Шарлотта стояла, опершись рукою на голову самого маленького, и, улыбаясь, ответила:
– Вы их простите, сударь, они маленькие дикари и говорят без прикрас. И еще простите, что случайно вам пришлось попасть в такое шумное общество.
– Мне случай дал возможность быть свидетелем очаровательной сцены.
– Благодарю вас! – ответила девушка, приседая, потом, указав графу подъезд и подождав несколько секунд, вдруг спросила вдогонку: – Вы не из Берлина, сударь?
– Моя последняя остановка была в Кенигсберге, но я был и в Берлине.
– Вы граф Калиостро?
– Да, это я.
– Вас ждут.
Граф поклонился и продолжал идти к высокому крыльцу.
Если вообще Калиостро ждали в семействе Медем, то в данный вечер, казалось, никто не был приготовлен к его появлению.
Два брата Медем, нотариус Гинц и г-жа Кайзерлинг спокойно играли в карты при свечах и со спущенными шторами. Графиня Медем, г-жа Биреп и молодая г-жа Гратгауз рядом вязали за круглым столом; в соседней комнате кто-то играл на фортепиано; при каждом громком пассаже собачка поднимала голову и ворчала, а г-жа Кайзерлинг, не отрываясь от карт, кричала:
– Тихо, Фрид! Это советник Швандер играет Гайдна.
Все в порядке.
Через три комнаты служанка резала хлеб и расставляла тарелки; парень с фонарем стоял у порога, принеся молоко с погреба, и говорил о погоде.
Все было в порядке, все было, как всегда, в этот мирный митавский вечер.
Приезд незнакомого человека нарушил спокойствие ужина.
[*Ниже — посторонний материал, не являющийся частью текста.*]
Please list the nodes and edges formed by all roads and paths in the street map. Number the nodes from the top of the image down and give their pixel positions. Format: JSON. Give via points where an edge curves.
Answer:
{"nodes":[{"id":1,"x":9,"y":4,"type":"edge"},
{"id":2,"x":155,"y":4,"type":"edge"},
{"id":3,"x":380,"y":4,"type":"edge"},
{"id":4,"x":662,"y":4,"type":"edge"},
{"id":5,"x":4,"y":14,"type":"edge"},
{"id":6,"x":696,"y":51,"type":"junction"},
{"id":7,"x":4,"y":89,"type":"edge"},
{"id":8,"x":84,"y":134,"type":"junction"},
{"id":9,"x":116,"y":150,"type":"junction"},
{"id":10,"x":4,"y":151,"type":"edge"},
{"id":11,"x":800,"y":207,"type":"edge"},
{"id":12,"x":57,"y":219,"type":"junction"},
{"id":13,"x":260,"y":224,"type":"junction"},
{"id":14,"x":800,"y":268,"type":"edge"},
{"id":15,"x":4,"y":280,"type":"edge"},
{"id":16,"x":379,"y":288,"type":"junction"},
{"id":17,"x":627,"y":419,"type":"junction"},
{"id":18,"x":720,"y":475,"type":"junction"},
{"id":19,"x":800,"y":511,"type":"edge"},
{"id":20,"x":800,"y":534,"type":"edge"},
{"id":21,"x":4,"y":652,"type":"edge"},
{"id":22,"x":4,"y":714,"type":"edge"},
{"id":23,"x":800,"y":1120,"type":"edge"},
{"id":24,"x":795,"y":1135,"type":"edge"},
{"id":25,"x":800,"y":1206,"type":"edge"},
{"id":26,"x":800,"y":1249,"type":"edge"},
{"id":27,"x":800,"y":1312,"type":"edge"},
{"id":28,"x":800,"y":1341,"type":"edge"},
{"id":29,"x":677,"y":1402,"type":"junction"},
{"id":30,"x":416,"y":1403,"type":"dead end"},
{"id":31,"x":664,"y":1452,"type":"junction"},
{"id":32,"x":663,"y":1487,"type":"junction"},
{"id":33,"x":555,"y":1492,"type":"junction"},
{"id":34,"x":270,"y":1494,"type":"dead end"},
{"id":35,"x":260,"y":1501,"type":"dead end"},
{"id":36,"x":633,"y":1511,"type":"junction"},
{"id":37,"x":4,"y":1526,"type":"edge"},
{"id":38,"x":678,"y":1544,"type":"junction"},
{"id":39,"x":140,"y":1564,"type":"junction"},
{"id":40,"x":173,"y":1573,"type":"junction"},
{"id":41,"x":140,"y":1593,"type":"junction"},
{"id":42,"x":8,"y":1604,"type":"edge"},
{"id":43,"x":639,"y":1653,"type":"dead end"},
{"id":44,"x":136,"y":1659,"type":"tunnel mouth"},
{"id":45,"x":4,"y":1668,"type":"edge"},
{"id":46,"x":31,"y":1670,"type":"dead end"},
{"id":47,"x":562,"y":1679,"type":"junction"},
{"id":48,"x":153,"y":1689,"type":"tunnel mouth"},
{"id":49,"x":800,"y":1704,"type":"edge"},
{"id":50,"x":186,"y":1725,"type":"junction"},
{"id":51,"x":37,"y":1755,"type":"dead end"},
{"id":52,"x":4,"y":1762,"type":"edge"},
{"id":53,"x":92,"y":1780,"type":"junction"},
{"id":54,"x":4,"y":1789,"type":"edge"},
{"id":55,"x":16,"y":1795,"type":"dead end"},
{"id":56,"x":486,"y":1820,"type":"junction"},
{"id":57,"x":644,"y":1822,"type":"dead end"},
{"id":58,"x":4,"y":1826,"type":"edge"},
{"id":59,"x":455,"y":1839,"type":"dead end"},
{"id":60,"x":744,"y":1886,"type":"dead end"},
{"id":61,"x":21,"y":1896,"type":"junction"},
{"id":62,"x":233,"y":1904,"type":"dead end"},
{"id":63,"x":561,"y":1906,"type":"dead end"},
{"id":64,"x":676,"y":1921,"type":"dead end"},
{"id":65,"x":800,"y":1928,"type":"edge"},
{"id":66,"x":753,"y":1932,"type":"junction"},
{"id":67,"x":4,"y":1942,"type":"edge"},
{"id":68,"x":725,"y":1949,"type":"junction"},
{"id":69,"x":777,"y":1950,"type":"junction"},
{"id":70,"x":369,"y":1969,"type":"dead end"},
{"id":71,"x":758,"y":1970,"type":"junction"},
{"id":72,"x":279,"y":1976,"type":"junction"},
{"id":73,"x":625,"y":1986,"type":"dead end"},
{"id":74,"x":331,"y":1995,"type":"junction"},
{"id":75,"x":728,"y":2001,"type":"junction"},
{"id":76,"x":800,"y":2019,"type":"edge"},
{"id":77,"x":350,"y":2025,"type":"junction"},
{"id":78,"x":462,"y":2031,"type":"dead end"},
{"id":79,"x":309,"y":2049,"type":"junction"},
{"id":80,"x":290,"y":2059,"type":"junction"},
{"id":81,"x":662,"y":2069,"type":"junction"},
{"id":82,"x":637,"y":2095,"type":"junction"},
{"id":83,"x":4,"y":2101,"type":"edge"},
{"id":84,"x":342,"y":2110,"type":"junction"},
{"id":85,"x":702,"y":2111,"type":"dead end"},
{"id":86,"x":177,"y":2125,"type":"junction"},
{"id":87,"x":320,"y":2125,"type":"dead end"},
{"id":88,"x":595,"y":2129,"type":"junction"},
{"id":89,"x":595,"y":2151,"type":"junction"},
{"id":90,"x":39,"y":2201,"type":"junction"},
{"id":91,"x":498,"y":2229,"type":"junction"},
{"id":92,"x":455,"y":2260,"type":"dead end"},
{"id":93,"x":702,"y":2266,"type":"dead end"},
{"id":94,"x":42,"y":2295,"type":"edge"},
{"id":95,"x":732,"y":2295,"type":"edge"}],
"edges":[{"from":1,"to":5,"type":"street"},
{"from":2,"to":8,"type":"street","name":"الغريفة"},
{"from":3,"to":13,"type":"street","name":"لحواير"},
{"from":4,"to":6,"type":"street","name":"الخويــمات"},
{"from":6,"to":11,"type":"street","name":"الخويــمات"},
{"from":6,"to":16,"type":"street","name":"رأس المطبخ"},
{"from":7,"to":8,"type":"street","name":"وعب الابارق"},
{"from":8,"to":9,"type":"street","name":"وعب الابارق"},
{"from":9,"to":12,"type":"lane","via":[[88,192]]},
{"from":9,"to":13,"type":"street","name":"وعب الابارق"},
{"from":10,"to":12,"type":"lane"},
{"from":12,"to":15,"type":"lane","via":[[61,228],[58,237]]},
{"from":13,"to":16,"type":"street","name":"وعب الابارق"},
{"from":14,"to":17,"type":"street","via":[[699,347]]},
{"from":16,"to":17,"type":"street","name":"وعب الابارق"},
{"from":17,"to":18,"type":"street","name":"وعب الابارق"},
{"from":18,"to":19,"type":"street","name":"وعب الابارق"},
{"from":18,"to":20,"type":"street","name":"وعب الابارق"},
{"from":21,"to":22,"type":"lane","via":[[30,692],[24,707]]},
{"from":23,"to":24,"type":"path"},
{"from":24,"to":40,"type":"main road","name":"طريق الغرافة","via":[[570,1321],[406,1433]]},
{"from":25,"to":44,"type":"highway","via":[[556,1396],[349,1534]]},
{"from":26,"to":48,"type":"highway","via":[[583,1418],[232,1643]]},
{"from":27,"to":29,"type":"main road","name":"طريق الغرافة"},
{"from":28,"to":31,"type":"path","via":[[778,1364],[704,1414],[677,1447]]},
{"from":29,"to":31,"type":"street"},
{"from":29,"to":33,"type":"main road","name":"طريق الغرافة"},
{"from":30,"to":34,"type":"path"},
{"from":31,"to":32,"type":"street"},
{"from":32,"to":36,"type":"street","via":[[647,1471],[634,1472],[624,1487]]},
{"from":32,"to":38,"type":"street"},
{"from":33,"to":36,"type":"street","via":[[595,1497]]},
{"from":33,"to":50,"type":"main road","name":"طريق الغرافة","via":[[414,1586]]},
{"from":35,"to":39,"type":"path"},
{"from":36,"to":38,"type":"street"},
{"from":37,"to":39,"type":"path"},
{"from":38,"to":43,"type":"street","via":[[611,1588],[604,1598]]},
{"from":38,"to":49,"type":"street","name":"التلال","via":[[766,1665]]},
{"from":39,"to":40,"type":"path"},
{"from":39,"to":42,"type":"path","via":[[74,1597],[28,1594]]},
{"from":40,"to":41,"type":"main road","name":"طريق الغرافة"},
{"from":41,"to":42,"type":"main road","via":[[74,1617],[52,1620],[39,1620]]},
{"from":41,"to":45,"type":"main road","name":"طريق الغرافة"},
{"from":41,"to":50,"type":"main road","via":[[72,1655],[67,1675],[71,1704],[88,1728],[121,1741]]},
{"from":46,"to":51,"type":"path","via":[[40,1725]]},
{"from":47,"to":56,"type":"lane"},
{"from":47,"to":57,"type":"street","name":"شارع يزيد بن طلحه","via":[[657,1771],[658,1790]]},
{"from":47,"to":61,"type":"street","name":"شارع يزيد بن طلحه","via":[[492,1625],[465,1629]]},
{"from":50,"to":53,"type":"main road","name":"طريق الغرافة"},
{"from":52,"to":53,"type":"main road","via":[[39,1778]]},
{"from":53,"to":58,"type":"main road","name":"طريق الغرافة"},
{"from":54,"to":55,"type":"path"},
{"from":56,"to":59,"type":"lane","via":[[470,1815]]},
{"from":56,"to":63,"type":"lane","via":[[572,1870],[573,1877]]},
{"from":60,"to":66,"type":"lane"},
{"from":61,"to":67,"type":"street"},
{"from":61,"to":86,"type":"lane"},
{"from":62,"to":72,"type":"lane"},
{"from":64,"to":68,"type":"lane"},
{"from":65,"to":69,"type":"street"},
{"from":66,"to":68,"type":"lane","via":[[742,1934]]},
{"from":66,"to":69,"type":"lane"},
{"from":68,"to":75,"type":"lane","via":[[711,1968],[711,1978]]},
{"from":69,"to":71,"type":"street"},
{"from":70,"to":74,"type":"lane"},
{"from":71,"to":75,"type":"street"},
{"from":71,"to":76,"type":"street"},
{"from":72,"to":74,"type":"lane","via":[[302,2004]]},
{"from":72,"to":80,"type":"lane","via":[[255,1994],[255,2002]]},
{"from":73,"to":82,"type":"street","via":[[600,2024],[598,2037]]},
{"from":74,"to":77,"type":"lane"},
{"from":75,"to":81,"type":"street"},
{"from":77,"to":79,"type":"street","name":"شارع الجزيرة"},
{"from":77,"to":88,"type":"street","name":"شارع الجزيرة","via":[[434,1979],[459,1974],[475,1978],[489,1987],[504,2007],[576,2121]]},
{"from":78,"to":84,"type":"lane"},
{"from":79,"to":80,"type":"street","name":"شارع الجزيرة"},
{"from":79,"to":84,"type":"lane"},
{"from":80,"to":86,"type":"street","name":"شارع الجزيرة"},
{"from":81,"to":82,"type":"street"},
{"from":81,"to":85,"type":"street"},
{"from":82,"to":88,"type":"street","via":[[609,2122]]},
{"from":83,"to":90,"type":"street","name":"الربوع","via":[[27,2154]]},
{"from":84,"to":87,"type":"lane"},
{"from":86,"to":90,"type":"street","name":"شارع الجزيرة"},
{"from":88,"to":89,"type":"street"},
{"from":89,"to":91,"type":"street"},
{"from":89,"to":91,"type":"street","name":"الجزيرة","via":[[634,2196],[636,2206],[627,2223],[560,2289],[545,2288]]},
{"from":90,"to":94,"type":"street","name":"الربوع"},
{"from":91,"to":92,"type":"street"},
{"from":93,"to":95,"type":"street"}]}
Прочитав переданное ему письмо, Медем поцеловался с графом и, показав на него рукою своим семейным, произнес:
– Это он.
Когда дошла очередь пожать руку Калиостро до советника Швандера, последний, посмотрев на гостя поверх очков, спросил:
– Не граф ли Феникс вы в одно и то же время?
– Да, я иногда называюсь и этим именем, когда нужно соблюдать особенную тайну. Я думаю, что это не меняет дела.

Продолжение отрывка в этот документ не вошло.